O piloto de World Beyond não foi bom, mas também não deu mau sinal, apesar da proposta por si só ser controversa. O grande problema daquele primeiro episódio estava em termos de organização dramática dos arcos, nenhum personagem se mostrava interessante e toda série boa que se preze precisa demonstrar bons personagens desde o piloto, além do mais, o tom parecia leve em demasia para algo relacionado ao universo The Walking Dead, mesmo para a proposta jovem. Felizmente, esses problemas foram ajustados em The Blaze of Gory, que deu um salto de amadurecimento considerável, principalmente em segurança do que quer contar como narrativa. Até suspeitei disso quando escrevi sobre o primeiro episódio, e agora fica muito claro que sua grande dificuldade foi mesclar a apresentação de certas pendências introdutórias ao mesmo tempo em que apresentava os personagens de modo que suas motivações fossem convincentes.

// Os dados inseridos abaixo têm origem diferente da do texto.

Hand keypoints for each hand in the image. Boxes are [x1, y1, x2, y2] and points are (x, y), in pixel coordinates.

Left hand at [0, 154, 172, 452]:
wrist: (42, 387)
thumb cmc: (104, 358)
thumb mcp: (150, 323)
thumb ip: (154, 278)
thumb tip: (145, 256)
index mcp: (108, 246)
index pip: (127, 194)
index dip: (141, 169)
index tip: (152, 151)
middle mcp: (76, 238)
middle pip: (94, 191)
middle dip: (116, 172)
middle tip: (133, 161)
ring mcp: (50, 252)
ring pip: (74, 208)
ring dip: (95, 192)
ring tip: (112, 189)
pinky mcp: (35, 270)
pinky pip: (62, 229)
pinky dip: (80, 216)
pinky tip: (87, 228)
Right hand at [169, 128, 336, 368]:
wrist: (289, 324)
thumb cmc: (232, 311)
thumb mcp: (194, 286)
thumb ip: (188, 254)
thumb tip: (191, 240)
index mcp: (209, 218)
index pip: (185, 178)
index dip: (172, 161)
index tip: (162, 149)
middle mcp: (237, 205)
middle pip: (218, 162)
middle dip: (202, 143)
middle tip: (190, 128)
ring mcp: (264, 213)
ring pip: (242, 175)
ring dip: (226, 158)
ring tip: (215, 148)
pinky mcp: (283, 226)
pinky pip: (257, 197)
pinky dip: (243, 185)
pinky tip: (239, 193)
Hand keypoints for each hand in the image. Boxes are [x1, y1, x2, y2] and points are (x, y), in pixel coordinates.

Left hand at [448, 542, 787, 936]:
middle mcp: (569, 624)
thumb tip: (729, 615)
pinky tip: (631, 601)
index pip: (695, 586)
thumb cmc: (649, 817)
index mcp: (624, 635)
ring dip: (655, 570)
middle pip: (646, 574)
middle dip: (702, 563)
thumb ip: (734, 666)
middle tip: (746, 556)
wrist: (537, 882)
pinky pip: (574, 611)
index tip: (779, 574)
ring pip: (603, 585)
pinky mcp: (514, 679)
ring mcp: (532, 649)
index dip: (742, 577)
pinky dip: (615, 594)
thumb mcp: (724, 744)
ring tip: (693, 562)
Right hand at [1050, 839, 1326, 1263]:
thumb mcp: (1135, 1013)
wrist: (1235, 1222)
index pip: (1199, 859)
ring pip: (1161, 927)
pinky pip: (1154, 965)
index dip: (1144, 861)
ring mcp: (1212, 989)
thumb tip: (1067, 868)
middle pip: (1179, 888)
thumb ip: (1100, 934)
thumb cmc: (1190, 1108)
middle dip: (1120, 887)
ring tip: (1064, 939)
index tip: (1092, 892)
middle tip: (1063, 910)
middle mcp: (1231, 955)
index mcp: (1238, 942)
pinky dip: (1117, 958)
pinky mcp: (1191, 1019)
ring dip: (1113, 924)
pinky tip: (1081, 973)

Passado esse primeiro momento, este segundo capítulo tem muito mais espaço para desenvolver essas motivações fora de gatilhos genéricos e mostrar que o buraco é mais em baixo, sem necessariamente apostar em artimanhas expositivas de roteiro para demonstrar isso. Elas fluem naturalmente por meio de diálogos verdadeiros nas interações entre eles, que vão começando a se conhecer melhor através dos primeiros desafios que o mundo morto os oferece. Percebe-se uma gradação bem interessante na introdução desses desafios em conjunto ao descascamento dos personagens. Começa com aquele zumbi do último episódio, passa por aquele que leva spray de tinta na cara até chegar naquela primeira horda no cemitério de ônibus escolares. Para cada situação, há elipses de conversas bem proveitosas, onde o quarteto discute como lidou com a anterior e vai puxando outros assuntos que vão sutilmente desarmando as perspectivas dos jovens sobre esse apocalipse.
Todos os quatro evoluem bem nessas interações que ajustam a leveza do tom para algo não tão mais vinculado à ideia de adaptação de distopia adolescente que precisa “salvar o mundo”, sendo mais a cara da marca mesmo, sobrevivência sendo colocada em risco a cada esquina, e uma jornada de caráter mais pessoal direcionada a um dilema moral mais existencial do que físico, característico do adolescente, mas que não é tratado de maneira boboca e faz total sentido em ser abordado dentro da ideia da série. Expande o horizonte do hoje limitado, dilema da principal, que passeia constantemente entre a ascensão e a queda de uma idealizada nova sociedade ao invés de assumir logo esse lado novo e concentrar sua dramática. No fim, é isso que World Beyond parece buscar, a aposta nos jovens não é somente a busca de um frescor, ela agora parece uma ferramenta coerente para justificar o salto de etapas que ficaram atrasadas demais para ser contadas.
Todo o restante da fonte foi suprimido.